[jira] [Commented] (CASSANDRA-13948) Avoid deadlock when not able to acquire references for compaction

Marcus Eriksson (JIRA) Thu, 19 Oct 2017 10:31:17 -0700

    [ 
https://issues.apache.org/jira/browse/CASSANDRA-13948?page=com.atlassian.jira.plugin.system.issuetabpanels:comment-tabpanel&focusedCommentId=16211402#comment-16211402
 ]


Marcus Eriksson commented on CASSANDRA-13948:
---------------------------------------------

bq. Also this is a bit orthogonal to CASSANDRA-13215
I was thinking that with 13215 we will have a central point which will keep 
track of when we need to refresh compaction strategies (we could notify CSM 
once cache in the DiskBoundaryManager has been invalidated for example)

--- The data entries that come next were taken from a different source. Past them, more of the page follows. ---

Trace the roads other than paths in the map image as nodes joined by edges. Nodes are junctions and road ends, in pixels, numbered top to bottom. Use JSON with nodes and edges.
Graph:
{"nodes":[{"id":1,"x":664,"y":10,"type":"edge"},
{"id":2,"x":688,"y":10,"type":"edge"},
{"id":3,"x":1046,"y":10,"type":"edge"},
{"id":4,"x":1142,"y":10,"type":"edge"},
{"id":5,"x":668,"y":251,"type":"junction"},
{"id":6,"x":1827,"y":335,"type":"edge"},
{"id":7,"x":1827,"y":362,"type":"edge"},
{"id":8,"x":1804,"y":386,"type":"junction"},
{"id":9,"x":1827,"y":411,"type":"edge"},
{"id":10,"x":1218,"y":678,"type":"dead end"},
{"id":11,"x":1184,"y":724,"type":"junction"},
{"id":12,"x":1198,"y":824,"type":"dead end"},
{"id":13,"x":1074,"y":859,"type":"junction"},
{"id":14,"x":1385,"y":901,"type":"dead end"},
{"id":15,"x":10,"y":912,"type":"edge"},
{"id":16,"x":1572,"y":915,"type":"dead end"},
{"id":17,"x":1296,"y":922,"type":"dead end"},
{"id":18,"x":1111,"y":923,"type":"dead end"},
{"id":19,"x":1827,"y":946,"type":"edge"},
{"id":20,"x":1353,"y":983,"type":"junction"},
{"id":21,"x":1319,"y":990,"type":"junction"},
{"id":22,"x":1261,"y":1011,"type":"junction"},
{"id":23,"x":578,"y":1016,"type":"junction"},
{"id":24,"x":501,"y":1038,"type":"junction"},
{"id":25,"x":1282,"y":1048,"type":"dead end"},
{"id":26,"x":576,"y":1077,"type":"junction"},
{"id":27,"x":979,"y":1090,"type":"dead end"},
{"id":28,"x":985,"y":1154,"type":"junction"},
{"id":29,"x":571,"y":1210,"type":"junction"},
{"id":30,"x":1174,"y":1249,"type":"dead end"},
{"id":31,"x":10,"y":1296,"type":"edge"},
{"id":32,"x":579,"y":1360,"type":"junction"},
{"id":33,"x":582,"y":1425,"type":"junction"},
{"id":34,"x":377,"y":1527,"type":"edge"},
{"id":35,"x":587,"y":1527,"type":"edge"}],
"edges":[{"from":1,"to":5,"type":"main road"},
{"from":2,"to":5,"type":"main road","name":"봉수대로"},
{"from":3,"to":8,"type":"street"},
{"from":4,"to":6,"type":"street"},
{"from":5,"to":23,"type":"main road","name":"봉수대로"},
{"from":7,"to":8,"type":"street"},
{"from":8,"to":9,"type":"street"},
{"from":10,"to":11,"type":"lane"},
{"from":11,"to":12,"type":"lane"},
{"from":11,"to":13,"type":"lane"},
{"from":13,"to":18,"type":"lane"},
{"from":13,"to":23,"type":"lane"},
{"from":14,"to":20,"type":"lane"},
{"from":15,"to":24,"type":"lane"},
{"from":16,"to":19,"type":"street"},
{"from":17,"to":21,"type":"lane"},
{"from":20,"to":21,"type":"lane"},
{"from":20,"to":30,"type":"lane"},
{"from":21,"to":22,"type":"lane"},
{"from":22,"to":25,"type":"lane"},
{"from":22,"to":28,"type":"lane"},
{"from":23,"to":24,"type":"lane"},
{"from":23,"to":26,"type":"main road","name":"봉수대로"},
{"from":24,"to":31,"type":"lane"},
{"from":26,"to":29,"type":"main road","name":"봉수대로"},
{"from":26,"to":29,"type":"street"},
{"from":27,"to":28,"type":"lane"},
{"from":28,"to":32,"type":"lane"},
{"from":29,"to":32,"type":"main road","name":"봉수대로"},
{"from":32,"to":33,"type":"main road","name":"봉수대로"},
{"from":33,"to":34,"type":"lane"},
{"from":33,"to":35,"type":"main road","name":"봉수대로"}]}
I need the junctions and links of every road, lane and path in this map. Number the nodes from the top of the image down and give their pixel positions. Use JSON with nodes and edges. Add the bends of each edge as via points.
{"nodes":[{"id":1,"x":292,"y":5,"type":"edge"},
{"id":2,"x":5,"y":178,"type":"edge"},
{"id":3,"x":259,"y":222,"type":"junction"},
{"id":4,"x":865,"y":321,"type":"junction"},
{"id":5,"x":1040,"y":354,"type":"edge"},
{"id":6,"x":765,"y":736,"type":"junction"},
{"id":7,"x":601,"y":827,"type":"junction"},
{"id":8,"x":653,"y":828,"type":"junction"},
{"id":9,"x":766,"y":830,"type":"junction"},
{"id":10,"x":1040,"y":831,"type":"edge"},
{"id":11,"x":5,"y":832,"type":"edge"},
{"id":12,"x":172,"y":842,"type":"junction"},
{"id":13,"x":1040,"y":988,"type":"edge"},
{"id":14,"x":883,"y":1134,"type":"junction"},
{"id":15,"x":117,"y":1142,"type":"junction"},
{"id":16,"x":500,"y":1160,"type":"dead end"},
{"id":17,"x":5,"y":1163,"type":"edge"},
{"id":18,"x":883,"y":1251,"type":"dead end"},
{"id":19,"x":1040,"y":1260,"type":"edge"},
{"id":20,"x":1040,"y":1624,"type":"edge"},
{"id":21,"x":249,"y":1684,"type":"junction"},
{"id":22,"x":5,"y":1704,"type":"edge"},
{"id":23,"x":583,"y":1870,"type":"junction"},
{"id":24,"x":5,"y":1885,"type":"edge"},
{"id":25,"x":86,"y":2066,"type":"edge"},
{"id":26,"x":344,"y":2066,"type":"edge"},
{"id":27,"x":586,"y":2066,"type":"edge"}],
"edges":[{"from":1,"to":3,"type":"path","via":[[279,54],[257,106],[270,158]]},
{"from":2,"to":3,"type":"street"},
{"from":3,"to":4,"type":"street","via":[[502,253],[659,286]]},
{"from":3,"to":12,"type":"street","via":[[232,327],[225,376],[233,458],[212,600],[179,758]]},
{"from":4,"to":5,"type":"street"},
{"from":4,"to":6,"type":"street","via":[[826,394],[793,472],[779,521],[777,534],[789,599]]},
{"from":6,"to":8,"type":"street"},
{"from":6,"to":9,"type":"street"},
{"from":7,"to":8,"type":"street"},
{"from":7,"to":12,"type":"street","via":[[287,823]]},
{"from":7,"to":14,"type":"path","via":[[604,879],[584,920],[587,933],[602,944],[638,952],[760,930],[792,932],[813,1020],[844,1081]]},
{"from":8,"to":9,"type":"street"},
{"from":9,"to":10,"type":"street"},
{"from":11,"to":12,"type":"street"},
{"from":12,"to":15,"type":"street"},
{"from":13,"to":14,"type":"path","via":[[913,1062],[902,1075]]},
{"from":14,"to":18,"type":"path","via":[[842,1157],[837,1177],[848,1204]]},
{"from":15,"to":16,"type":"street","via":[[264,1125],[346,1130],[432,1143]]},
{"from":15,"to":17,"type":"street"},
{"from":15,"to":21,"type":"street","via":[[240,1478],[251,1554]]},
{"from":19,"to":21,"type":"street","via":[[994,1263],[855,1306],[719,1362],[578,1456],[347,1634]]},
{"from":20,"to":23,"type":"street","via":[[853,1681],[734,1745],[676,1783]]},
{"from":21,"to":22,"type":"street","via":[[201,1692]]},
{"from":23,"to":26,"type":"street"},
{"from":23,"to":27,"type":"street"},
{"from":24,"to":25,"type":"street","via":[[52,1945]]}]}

bq. So it shouldn't be a problem if on a race with gossip flush writes an 
SSTable to a wrong disk,
The flushed sstable will have wrong boundaries, it will have tokens that 
shouldn't be on that disk, does not really matter if the first token is on the 
correct disk - more tokens might be on the correct disk than not - this is why 
6696 didn't reload compaction strategies after boundary changes. I didn't 
really consider the case from these logs though, where we are completely wrong 
at startup, but then go back to the correct pre-restart state, then it totally 
makes sense to reload them, and I agree, we should always do it for consistency.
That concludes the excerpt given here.